▶ [Problem requirements]: Take each line in the entries below that holds "Uhuru" and show it.

▶ [Data shown]:
┏━━

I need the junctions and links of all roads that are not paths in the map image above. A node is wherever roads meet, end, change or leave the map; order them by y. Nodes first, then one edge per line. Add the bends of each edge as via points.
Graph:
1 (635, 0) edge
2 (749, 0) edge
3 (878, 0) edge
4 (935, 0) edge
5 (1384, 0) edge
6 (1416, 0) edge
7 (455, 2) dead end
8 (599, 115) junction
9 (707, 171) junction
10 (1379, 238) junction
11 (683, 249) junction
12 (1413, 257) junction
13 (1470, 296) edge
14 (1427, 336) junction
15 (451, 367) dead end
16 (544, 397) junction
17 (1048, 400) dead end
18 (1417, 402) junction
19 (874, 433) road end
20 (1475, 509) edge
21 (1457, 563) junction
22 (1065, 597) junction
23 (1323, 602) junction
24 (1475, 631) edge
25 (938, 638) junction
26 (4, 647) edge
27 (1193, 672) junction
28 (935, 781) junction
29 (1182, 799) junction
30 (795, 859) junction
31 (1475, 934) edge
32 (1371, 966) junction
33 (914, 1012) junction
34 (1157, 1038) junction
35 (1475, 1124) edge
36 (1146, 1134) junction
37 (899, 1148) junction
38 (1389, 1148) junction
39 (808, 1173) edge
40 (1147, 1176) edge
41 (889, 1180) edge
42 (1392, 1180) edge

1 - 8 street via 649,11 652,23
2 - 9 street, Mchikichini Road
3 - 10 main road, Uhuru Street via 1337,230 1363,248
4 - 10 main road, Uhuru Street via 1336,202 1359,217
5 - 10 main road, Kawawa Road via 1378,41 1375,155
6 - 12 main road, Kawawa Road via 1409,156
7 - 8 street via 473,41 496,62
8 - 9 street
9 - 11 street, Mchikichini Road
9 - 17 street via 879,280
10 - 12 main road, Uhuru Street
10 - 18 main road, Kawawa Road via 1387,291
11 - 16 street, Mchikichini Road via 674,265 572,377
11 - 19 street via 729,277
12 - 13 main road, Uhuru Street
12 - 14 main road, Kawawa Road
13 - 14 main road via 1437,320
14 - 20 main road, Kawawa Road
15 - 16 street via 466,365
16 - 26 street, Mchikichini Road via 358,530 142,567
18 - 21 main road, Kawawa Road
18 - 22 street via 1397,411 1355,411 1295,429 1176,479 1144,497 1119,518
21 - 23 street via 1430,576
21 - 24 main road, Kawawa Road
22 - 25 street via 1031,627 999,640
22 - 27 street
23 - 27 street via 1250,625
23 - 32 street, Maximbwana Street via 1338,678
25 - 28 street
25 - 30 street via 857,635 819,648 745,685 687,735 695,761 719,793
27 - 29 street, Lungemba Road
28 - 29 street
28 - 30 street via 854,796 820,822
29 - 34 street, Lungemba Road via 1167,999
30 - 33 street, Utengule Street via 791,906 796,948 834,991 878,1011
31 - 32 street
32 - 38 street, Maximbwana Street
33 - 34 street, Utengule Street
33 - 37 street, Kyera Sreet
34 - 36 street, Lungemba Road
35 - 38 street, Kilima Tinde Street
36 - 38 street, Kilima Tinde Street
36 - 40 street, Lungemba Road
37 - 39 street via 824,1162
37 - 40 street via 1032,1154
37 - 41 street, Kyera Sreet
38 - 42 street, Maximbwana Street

┗━━

▶ [Reply to the task]:
3 - 10 main road, Uhuru Street via 1337,230 1363,248
4 - 10 main road, Uhuru Street via 1336,202 1359,217
10 - 12 main road, Uhuru Street
12 - 13 main road, Uhuru Street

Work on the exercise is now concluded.